A serious outbreak of the killer illness raged across Europe for five years from spring 1495. It left an army assembled by Charles VIII of France riddled with the nasty illness before spreading across the country. Now historians have tallied it up with the time Columbus and his crew came back from their early jaunts.
Researcher Dr Casey Kirkpatrick said: “We’ve known for some time that syphilis-like infections occurred in the Americas for millennia. But from the lesions alone it’s impossible to fully characterise the disease.”
Dr Kirkpatrick, of the Max Planck Institute for Evolutionary Anthropology in Leipzig, strongly believes Columbus was to blame. Others have previously argued that the sexually transmitted disease existed in Eurasia but went undetected.
But the new research, published in the journal Nature, backs the Columbus theory. If left untreated the STD rips through the body, sending people mad and causing problems in the heart, skin, bones, testicles and all other organs.
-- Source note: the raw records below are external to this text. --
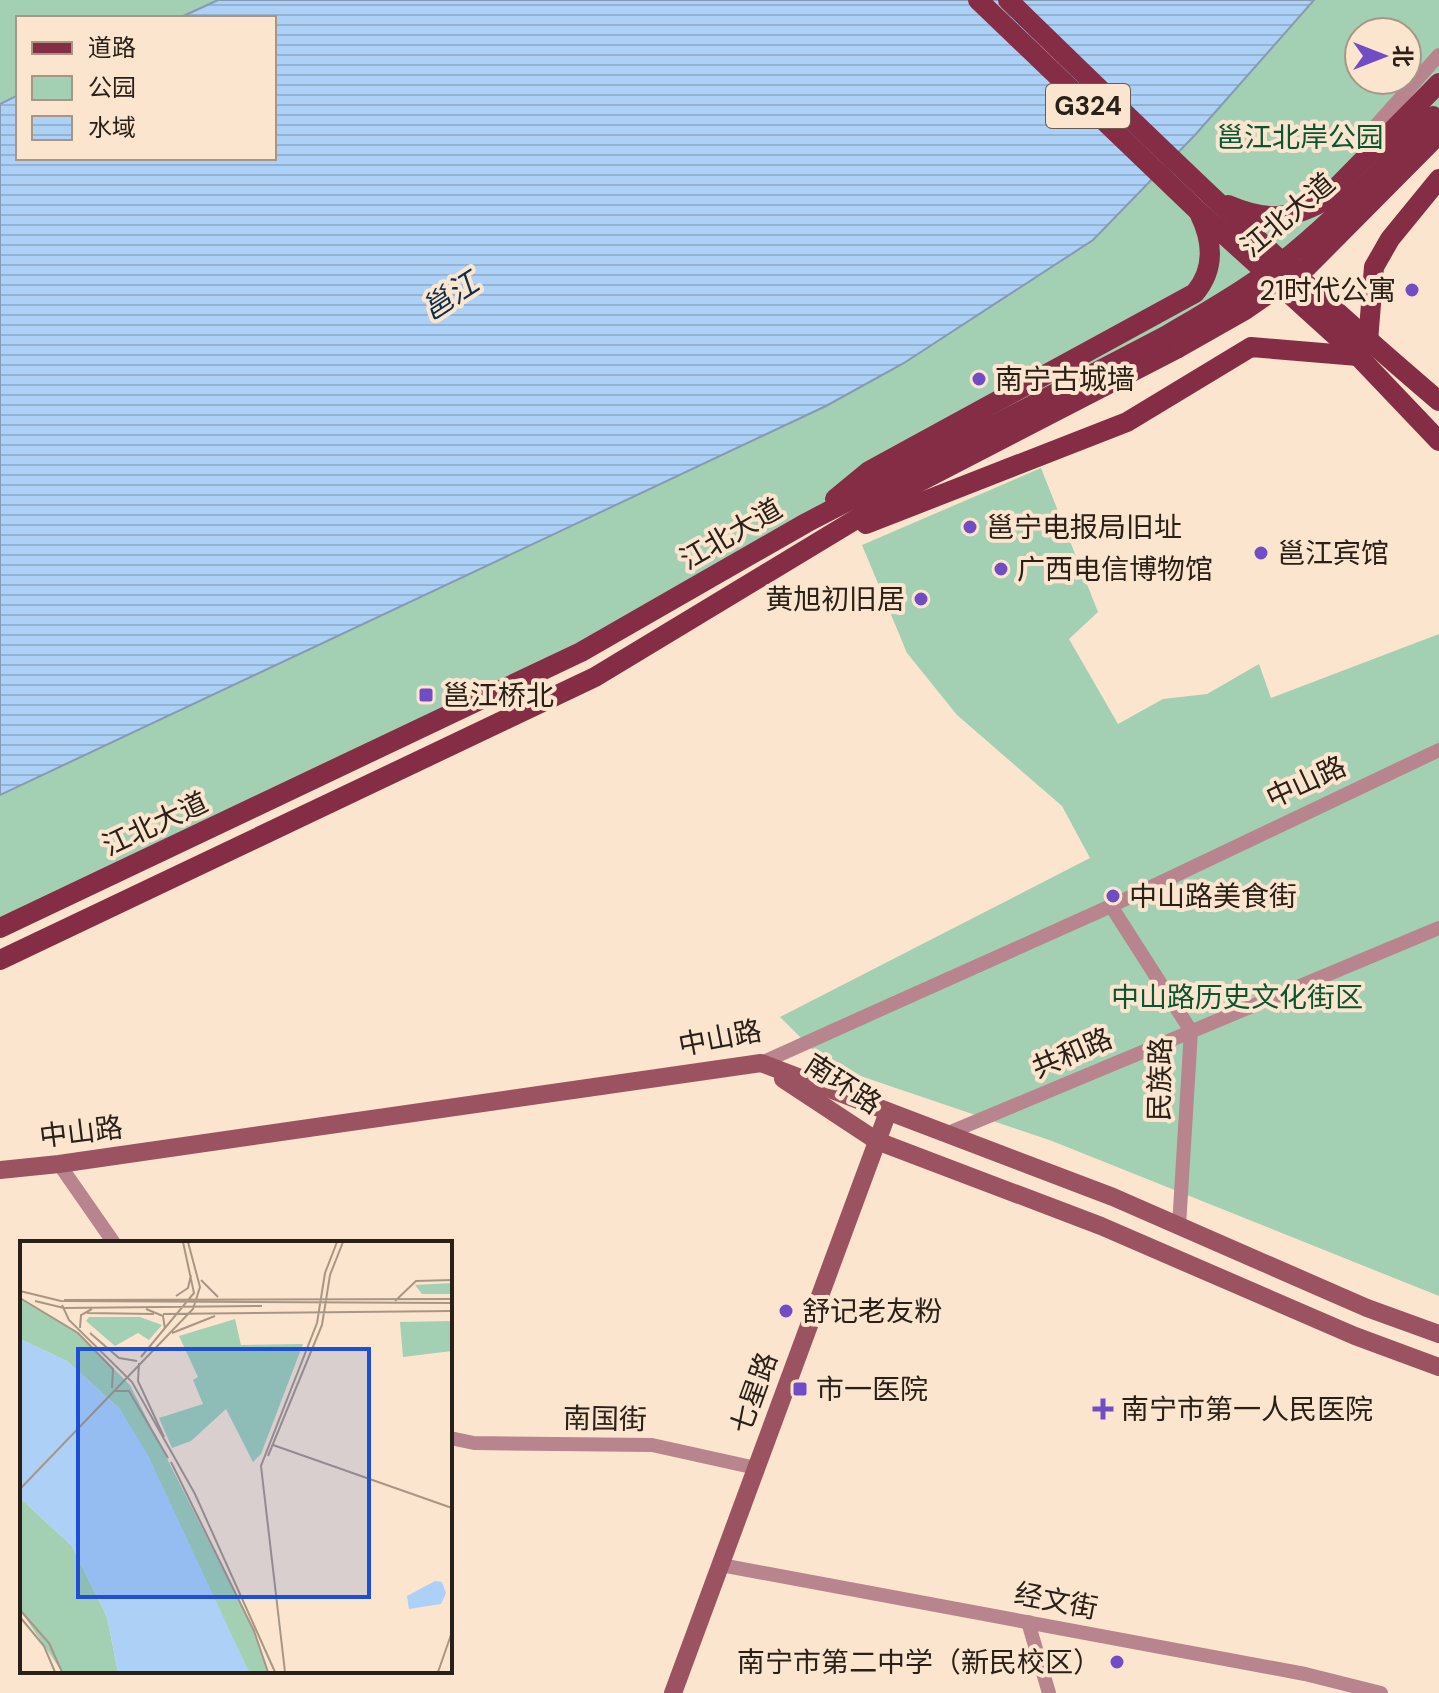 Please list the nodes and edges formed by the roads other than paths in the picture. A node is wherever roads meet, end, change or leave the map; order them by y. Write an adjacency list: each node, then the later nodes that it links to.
1 (978, 0): 8 (main road, G324)
2 (1008, 0): 8 (main road, G324)
3 (1439, 55): 6 (street)
4 (1439, 83): 8 (main road)
5 (1437, 120): 12 (main road, 江北大道, bridge); 12 (main road, 江北大道, bridge)
6 (1372, 130)
7 (1439, 179): 9 (main road)
8 (1206, 205): 9 (main road, G324); 13 (main road)
9 (1363, 348): 10 (main road, G324); 11 (main road, G324); 14 (main road)
10 (1439, 401)
11 (1439, 441)
12 (908, 479): 13 (main road, 江北大道); 14 (main road, 江北大道)
13 (806, 523): 17 (main road, 江北大道)
14 (821, 541): 19 (main road, 江北大道)
15 (1439, 750): 16 (street, 中山路)
16 (1111, 906): 20 (street, 民族路); 21 (street, 中山路)
17 (0, 928)
18 (1439, 928): 20 (street, 共和路)
19 (0, 960)
20 (1191, 1031): 23 (street, 共和路); 27 (street, 民族路)
21 (761, 1063): 22 (main road, 南环路); 24 (main road, 南环路); 25 (main road, 中山路)
22 (888, 1112): 23 (main road, 南环路); 24 (main road, 七星路)
23 (946, 1134): 27 (main road, 南环路)
24 (877, 1141): 30 (main road, 南环路); 32 (main road, 七星路)
25 (59, 1164): 26 (main road, 中山路); 28 (street)
26 (0, 1170)
27 (1179, 1226): 29 (main road, 南环路)
28 (113, 1241)
29 (1439, 1334)
30 (1439, 1367)
31 (452, 1438): 32 (street, 南国街)
32 (756, 1468): 33 (main road, 七星路)
33 (721, 1565): 34 (street, 经文街); 35 (main road, 七星路)
34 (1028, 1622): 36 (street); 37 (street, 经文街)
35 (673, 1693)
36 (1049, 1693)
37 (1381, 1693)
Dr Kirsten Bos, also from the Max Planck Institute, said: “The data clearly support a root in the Americas for syphilis and its known relatives. Their introduction to Europe starting in the late 15th century is most consistent with the data.
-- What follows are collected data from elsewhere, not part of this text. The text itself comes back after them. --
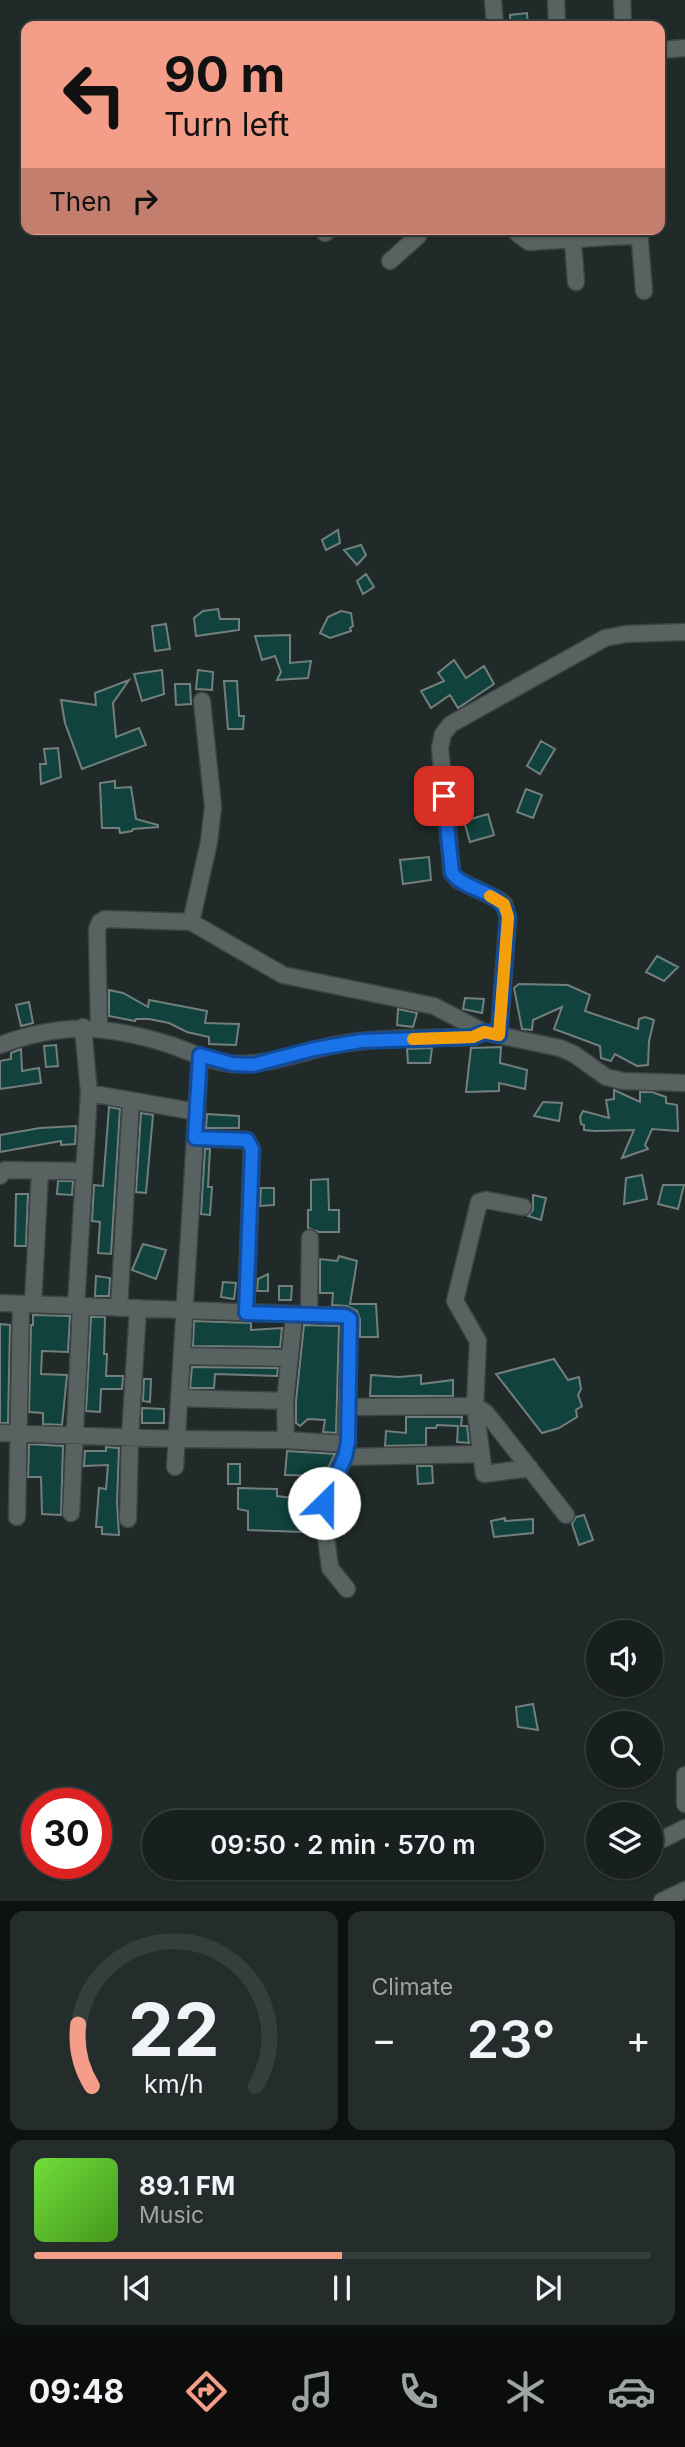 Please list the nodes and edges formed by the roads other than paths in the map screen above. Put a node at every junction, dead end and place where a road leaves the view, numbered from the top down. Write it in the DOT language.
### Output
graph roads {
  1 [pos="493,0"];
  2 [pos="556,0"];
  3 [pos="622,0"];
  4 [pos="495,21"];
  5 [pos="557,21"];
  6 [pos="623,21"];
  7 [pos="685,48"];
  8 [pos="665,50"];
  9 [pos="416,235"];
  10 [pos="519,235"];
  11 [pos="567,235"];
  12 [pos="572,235"];
  13 [pos="639,235"];
  14 [pos="390,261"];
  15 [pos="576,282"];
  16 [pos="644,291"];
  17 [pos="685,632"];
  18 [pos="202,701"];
  19 [pos="191,922"];
  20 [pos="91,1028"];
  21 [pos="491,1033"];
  22 [pos="0,1045"];
  23 [pos="200,1055"];
  24 [pos="685,1083"];
  25 [pos="89,1093"];
  26 [pos="131,1101"];
  27 [pos="197,1112"];
  28 [pos="195,1138"];
  29 [pos="40,1171"];
  30 [pos="84,1171"];
  31 [pos="0,1176"];
  32 [pos="523,1207"];
  33 [pos="310,1238"];
  34 [pos="0,1303"];
  35 [pos="27,1304"];
  36 [pos="79,1306"];
  37 [pos="119,1308"];
  38 [pos="138,1308"];
  39 [pos="185,1310"];
  40 [pos="246,1313"];
  41 [pos="292,1314"];
  42 [pos="309,1315"];
  43 [pos="182,1356"];
  44 [pos="290,1358"];
  45 [pos="180,1398"];
  46 [pos="285,1401"];
  47 [pos="475,1406"];
  48 [pos="347,1407"];
  49 [pos="0,1433"];
  50 [pos="18,1434"];
  51 [pos="74,1436"];
  52 [pos="130,1437"];
  53 [pos="177,1439"];
  54 [pos="286,1440"];
  55 [pos="346,1449"];
  56 [pos="480,1454"];
  57 [pos="175,1467"];
  58 [pos="530,1468"];
  59 [pos="71,1513"];
  60 [pos="566,1515"];
  61 [pos="17,1517"];
  62 [pos="128,1519"];
  63 [pos="347,1589"];
  64 [pos="685,1775"];
  65 [pos="685,1804"];
  66 [pos="685,1828"];
  67 [pos="663,1839"];
  68 [pos="684,1892"];
  69 [pos="662,1901"];
  1 -- 4 [label="street"];
  2 -- 5 [label="street"];
  3 -- 6 [label="street"];
  7 -- 8 [label="street"];
  9 -- 14 [label="street"];
  10 -- 11 [label="street"];
  12 -- 15 [label="street"];
  13 -- 16 [label="street"];
  17 -- 21 [label="street"];
  18 -- 19 [label="street"];
  19 -- 20 [label="street"];
  19 -- 21 [label="street"];
  20 -- 22 [label="street"];
  20 -- 23 [label="street"];
  20 -- 25 [label="street"];
  21 -- 23 [label="street"];
  21 -- 24 [label="street"];
  23 -- 27 [label="street"];
  25 -- 26 [label="street"];
  25 -- 30 [label="street"];
  26 -- 27 [label="street"];
  26 -- 37 [label="street"];
  27 -- 28 [label="street"];
  28 -- 39 [label="street"];
  28 -- 40 [label="street"];
  29 -- 30 [label="street"];
  29 -- 31 [label="street"];
  29 -- 35 [label="street"];
  30 -- 36 [label="street"];
  32 -- 47 [label="street"];
  33 -- 42 [label="street"];
  34 -- 35 [label="street"];
  35 -- 36 [label="street"];
  35 -- 50 [label="street"];
  36 -- 37 [label="street"];
  36 -- 51 [label="street"];
  37 -- 38 [label="street"];
  38 -- 39 [label="street"];
  38 -- 52 [label="street"];
  39 -- 40 [label="street"];
  39 -- 43 [label="street"];
  40 -- 41 [label="street"];
  41 -- 42 [label="street"];
  41 -- 44 [label="street"];
  42 -- 48 [label="street"];
  43 -- 44 [label="street"];
  43 -- 45 [label="street"];
  44 -- 46 [label="street"];
  45 -- 46 [label="street"];
  45 -- 53 [label="street"];
  46 -- 54 [label="street"];
  47 -- 48 [label="street"];
  47 -- 56 [label="street"];
  47 -- 58 [label="street"];
  48 -- 55 [label="street"];
  49 -- 50 [label="street"];
  50 -- 51 [label="street"];
  50 -- 61 [label="street"];
  51 -- 52 [label="street"];
  51 -- 59 [label="street"];
  52 -- 53 [label="street"];
  52 -- 62 [label="street"];
  53 -- 54 [label="street"];
  53 -- 57 [label="street"];
  54 -- 55 [label="street"];
  55 -- 56 [label="street"];
  55 -- 63 [label="street"];
  56 -- 58 [label="street"];
  58 -- 60 [label="street"];
  64 -- 65 [label="street"];
  66 -- 67 [label="street"];
  68 -- 69 [label="street"];
}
“While indigenous American groups harboured early forms of these diseases, Europeans were instrumental in spreading them around the world.”
Former US president Abraham Lincoln and his wife contracted syphilis, as did famous writers Oscar Wilde and James Joyce. Many believe Adolf Hitler went bonkers after living with the illness for years but there is no conclusive proof.
Some academics have argued that the German dictator waged his genocide after catching the STD from a prostitute. There is “ample circumstantial evidence” for the theory, according to psychiatrist Dr Bassem Habeeb.
He previously told the Royal College of Psychiatrists’ annual meeting: “If Hitler’s life is looked at through the lens of a syphilis diagnosis, one clue leads to another until a pattern of infection and progressive infection emerges.
“A disease that may have defined him from youth as an outsider and that progressively ravaged his body and mind.”